What you are asked to do
Scan the records for the word "Budi". Report each line where it occurs.

START Records for this task

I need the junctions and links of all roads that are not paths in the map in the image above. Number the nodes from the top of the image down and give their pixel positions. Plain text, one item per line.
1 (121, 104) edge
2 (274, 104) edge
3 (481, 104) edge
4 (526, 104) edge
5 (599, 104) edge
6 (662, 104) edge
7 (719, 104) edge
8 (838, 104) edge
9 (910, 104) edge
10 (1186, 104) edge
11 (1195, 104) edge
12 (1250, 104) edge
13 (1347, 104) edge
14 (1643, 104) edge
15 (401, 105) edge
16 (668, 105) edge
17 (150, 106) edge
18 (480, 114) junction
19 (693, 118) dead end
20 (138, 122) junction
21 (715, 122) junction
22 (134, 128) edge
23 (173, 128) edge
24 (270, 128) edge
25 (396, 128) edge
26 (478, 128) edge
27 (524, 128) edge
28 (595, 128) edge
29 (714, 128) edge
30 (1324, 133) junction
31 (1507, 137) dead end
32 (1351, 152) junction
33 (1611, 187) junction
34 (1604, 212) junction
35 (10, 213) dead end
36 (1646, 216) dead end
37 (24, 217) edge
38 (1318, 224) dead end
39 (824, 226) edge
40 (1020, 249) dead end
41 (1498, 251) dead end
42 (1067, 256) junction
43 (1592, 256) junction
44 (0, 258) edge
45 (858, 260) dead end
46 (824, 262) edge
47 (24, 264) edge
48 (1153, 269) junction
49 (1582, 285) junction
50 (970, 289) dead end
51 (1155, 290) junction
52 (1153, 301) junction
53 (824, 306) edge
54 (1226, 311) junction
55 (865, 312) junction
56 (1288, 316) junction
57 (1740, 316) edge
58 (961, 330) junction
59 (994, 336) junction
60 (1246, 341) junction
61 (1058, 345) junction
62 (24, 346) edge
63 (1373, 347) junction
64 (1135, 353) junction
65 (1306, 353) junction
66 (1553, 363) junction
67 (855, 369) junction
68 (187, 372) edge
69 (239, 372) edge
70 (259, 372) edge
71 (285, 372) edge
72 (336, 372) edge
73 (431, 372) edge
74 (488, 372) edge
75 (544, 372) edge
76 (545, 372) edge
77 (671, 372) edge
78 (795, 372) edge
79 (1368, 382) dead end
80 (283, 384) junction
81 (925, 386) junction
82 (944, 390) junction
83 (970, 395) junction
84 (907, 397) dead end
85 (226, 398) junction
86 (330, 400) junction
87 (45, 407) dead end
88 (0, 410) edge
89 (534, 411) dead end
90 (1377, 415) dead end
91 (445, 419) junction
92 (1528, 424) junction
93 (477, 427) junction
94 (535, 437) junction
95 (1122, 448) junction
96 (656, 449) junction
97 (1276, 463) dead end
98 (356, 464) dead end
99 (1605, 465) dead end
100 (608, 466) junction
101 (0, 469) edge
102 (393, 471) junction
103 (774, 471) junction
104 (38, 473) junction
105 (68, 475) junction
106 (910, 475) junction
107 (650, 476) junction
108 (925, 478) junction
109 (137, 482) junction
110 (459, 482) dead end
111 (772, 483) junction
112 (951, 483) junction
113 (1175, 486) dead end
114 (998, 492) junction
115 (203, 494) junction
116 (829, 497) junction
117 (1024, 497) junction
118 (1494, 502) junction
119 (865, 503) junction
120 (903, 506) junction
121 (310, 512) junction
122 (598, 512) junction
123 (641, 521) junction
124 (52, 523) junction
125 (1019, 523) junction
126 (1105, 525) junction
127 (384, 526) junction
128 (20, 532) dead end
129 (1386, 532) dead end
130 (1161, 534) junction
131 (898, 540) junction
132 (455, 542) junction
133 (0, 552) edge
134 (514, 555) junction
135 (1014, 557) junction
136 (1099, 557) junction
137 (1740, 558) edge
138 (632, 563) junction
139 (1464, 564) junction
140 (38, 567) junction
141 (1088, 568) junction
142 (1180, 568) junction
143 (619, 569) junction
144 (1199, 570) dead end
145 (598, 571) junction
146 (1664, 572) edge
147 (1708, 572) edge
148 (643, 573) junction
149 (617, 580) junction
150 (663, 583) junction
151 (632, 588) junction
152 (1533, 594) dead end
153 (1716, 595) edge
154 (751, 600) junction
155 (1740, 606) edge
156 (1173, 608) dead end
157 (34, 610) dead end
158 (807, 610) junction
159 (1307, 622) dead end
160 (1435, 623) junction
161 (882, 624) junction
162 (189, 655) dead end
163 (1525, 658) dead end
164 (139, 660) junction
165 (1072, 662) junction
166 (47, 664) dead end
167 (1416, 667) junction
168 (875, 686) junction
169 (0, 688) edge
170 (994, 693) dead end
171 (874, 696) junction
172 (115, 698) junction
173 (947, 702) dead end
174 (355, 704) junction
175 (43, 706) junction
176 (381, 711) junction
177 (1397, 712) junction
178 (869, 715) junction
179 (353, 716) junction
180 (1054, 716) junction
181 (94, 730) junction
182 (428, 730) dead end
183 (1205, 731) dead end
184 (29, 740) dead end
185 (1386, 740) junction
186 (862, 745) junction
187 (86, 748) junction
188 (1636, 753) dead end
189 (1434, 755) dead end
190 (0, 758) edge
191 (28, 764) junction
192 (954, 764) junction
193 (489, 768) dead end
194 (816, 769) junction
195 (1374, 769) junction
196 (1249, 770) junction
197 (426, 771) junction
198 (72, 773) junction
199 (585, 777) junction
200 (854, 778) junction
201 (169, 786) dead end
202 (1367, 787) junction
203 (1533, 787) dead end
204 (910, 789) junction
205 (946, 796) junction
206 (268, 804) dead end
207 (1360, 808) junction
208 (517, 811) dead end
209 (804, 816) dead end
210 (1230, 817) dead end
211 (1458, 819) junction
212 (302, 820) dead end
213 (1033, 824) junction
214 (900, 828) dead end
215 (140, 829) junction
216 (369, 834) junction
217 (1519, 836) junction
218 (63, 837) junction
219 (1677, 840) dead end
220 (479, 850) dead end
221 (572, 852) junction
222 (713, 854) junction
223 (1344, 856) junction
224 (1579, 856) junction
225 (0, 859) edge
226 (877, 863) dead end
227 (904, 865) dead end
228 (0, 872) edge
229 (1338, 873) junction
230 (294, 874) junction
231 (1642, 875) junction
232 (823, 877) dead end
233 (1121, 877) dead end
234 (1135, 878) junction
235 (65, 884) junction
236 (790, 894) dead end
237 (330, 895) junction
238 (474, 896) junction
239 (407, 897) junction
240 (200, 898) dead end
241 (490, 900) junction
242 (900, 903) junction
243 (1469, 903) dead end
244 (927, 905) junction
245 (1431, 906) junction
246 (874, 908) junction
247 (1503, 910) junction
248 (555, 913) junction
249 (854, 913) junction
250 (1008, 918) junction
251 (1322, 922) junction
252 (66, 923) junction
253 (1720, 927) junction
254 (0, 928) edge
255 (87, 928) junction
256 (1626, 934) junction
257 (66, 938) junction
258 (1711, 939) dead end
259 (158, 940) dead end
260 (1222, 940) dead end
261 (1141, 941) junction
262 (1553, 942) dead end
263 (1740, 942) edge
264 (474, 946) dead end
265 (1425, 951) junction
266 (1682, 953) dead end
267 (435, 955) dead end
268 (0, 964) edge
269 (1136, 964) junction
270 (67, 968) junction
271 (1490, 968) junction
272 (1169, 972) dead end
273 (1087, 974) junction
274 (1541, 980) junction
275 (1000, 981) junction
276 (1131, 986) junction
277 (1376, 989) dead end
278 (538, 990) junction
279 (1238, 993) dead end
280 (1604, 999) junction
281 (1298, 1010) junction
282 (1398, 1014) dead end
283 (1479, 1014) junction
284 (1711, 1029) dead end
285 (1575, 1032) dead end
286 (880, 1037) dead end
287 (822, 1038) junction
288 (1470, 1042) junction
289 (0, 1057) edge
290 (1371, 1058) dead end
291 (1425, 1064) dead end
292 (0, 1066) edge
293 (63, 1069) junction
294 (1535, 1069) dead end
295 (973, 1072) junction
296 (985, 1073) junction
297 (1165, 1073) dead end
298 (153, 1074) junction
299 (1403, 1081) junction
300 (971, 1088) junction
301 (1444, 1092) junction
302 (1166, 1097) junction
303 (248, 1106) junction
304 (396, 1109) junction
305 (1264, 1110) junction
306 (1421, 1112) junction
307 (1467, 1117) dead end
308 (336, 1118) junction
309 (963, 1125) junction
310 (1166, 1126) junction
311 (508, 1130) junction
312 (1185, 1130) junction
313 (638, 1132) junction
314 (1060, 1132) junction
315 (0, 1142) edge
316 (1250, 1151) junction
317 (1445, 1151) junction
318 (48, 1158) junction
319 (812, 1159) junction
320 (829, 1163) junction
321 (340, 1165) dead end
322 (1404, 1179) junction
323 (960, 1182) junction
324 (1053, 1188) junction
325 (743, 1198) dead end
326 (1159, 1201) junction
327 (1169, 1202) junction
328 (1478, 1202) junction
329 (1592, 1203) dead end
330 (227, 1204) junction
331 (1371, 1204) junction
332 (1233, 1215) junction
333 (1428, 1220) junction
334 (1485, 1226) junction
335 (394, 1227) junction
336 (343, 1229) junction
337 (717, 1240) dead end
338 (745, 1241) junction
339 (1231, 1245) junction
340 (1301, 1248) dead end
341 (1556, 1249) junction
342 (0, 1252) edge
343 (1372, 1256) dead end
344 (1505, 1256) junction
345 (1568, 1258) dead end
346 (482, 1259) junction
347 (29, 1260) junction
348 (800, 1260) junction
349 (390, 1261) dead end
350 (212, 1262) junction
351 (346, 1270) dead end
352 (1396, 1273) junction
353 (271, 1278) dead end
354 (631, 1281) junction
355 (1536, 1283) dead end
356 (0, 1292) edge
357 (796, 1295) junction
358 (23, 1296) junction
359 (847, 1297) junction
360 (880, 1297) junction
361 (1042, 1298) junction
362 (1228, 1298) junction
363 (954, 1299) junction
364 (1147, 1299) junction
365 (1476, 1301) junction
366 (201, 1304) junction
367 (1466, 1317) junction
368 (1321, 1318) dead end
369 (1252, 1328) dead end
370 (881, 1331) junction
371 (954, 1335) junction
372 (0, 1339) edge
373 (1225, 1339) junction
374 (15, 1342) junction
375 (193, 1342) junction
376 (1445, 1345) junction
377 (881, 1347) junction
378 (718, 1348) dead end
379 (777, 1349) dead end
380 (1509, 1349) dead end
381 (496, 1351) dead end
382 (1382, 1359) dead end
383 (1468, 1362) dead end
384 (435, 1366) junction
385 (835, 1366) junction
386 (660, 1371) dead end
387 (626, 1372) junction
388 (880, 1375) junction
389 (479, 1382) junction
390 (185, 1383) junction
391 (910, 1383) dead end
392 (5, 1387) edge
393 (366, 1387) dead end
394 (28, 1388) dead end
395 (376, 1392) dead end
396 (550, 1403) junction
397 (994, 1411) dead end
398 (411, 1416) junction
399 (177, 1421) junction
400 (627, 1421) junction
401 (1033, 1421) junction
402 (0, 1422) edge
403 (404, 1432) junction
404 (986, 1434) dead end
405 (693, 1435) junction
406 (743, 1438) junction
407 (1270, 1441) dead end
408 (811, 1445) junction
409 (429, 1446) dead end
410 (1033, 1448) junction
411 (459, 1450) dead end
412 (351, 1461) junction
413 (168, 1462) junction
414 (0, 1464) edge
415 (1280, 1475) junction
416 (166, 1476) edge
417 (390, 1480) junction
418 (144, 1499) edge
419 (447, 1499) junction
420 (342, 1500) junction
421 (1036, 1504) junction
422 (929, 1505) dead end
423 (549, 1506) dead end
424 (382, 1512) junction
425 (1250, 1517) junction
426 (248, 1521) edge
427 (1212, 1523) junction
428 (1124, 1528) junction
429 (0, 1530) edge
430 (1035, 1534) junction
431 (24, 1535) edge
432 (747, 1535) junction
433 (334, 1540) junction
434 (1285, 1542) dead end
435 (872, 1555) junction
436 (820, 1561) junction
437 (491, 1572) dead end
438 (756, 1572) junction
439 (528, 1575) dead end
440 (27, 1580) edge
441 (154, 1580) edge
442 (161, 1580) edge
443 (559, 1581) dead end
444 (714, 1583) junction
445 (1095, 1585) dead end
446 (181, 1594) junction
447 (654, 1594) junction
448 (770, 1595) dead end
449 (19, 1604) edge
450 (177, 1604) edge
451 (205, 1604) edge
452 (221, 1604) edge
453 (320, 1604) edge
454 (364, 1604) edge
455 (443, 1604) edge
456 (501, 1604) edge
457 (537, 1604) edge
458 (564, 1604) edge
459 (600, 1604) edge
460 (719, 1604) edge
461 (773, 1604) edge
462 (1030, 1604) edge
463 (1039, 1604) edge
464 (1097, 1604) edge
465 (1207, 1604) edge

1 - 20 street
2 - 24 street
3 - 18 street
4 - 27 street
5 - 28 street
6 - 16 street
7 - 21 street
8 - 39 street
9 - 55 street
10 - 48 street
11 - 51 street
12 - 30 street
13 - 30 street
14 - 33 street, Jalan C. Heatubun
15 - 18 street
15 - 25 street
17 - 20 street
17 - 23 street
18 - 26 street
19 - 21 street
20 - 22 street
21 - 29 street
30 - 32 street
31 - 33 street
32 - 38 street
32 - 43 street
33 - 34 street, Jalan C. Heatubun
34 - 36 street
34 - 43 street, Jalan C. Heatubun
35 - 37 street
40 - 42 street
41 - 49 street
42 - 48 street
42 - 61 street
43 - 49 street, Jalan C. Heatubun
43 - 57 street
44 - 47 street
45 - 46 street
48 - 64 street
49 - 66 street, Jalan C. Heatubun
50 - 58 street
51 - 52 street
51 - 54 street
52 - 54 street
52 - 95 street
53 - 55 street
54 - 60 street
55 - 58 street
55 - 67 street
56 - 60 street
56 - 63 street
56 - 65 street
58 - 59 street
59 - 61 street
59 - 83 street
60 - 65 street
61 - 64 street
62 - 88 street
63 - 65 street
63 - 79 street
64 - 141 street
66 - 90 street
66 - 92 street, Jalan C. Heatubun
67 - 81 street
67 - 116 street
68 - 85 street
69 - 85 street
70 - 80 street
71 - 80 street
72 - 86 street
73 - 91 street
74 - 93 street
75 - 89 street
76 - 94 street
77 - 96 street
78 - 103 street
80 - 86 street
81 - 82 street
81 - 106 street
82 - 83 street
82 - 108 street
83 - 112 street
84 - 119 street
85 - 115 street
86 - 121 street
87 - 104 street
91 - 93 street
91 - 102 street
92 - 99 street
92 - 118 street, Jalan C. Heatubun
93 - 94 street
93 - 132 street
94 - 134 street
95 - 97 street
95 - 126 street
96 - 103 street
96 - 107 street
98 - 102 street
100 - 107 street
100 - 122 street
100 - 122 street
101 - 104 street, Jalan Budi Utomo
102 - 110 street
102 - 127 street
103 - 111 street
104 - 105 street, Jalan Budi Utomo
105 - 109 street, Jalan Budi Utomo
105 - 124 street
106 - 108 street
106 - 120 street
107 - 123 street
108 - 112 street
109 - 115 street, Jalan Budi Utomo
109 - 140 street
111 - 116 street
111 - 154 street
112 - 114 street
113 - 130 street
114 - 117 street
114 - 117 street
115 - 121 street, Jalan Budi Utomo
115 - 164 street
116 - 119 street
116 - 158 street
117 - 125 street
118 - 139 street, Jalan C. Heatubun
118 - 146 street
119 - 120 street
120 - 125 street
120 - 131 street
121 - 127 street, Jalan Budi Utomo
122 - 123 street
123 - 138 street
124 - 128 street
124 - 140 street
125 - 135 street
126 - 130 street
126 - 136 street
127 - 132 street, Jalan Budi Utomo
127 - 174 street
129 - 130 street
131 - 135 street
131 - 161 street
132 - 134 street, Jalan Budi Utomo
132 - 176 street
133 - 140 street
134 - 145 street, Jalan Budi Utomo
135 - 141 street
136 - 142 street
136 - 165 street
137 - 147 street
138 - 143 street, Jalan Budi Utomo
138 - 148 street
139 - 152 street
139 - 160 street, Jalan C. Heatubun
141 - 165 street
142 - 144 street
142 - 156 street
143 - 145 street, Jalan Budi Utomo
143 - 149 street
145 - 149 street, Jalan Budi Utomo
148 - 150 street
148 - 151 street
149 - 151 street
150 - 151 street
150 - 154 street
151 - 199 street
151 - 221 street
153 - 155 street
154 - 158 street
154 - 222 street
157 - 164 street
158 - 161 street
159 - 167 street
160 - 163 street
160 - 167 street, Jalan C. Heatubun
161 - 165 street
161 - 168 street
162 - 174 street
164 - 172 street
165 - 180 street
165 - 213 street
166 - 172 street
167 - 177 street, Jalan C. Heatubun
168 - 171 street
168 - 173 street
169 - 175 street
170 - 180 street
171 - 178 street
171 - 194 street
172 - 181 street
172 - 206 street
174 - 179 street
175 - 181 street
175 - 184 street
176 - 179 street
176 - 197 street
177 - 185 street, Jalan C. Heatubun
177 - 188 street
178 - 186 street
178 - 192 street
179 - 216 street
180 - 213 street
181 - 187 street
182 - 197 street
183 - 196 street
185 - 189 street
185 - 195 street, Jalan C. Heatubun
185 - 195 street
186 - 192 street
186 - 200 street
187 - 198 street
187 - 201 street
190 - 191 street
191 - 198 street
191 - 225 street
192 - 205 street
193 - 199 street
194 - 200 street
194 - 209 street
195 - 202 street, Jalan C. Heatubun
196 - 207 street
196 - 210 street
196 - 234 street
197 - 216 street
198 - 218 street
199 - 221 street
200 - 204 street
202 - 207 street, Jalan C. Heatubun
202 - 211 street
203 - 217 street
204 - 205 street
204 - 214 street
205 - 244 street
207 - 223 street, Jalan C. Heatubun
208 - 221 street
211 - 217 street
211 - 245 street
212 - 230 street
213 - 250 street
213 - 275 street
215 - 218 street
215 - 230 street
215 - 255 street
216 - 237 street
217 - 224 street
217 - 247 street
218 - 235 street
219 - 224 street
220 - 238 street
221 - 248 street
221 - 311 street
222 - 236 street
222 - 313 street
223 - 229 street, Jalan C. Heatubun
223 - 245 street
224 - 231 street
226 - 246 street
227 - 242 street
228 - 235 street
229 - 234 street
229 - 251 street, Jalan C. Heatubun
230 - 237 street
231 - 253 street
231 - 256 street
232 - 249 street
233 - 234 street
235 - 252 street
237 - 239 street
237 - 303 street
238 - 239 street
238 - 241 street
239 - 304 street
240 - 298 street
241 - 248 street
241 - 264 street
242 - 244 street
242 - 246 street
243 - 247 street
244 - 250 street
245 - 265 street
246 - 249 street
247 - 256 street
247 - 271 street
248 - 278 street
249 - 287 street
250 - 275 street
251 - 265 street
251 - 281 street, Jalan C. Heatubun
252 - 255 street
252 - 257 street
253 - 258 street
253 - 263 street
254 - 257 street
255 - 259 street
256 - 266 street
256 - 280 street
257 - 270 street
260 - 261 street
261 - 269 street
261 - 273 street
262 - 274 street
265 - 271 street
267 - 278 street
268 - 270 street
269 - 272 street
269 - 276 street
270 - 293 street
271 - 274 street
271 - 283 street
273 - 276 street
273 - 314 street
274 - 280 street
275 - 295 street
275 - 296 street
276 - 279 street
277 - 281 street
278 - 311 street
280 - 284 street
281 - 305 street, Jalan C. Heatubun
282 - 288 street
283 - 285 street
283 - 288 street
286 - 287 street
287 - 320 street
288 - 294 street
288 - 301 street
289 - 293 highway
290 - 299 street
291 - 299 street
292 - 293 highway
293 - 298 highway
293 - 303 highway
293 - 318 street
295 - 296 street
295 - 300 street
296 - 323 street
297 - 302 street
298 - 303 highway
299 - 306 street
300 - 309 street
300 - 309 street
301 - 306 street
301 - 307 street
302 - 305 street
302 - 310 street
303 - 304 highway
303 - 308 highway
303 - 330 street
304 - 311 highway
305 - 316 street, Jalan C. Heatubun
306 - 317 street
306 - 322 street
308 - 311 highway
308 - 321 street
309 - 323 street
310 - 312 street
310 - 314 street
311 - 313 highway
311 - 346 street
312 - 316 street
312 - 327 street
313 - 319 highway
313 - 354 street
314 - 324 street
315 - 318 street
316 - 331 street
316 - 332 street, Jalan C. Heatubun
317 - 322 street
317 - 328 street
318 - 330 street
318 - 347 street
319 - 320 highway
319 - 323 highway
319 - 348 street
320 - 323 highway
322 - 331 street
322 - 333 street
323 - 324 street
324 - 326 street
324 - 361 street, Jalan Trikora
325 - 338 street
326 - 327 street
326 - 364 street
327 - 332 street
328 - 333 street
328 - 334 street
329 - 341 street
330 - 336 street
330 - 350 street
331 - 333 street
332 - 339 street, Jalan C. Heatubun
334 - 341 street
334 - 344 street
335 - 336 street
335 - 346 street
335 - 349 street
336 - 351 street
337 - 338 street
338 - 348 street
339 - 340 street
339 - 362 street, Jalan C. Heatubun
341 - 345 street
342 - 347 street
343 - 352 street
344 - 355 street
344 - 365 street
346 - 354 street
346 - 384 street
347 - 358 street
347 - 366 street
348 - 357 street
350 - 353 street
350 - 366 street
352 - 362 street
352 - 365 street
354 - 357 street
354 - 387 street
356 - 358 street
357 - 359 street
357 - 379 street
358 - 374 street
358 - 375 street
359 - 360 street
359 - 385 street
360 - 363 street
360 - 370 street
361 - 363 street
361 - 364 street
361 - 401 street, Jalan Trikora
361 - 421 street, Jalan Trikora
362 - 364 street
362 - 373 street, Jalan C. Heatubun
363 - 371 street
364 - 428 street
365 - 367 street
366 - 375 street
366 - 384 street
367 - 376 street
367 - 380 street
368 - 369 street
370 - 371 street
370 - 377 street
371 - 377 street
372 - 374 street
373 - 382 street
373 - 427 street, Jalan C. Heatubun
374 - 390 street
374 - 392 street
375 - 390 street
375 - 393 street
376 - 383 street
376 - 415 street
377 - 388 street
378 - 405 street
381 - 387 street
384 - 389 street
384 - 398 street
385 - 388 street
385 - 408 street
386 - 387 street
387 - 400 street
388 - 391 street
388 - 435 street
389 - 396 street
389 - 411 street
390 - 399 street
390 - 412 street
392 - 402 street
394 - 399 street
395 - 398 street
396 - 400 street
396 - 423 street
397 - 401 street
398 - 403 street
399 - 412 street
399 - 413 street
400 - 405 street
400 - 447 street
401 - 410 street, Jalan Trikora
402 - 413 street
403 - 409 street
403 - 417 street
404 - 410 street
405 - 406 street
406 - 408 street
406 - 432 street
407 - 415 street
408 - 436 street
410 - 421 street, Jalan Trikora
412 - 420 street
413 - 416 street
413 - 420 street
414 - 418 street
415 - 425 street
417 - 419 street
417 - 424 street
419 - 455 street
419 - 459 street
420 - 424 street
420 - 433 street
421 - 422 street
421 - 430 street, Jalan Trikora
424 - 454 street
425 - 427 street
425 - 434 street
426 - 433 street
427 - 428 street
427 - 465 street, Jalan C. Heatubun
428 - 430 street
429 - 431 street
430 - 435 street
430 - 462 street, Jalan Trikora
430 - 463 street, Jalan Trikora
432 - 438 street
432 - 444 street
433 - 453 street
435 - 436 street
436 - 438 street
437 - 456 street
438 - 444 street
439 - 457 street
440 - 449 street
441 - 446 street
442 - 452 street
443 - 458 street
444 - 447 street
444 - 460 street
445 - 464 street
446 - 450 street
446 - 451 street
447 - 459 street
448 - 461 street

END Records for this task

Response to this task
101 - 104 street, Jalan Budi Utomo
104 - 105 street, Jalan Budi Utomo
105 - 109 street, Jalan Budi Utomo
109 - 115 street, Jalan Budi Utomo
115 - 121 street, Jalan Budi Utomo
121 - 127 street, Jalan Budi Utomo
127 - 132 street, Jalan Budi Utomo
132 - 134 street, Jalan Budi Utomo
134 - 145 street, Jalan Budi Utomo
138 - 143 street, Jalan Budi Utomo
143 - 145 street, Jalan Budi Utomo
145 - 149 street, Jalan Budi Utomo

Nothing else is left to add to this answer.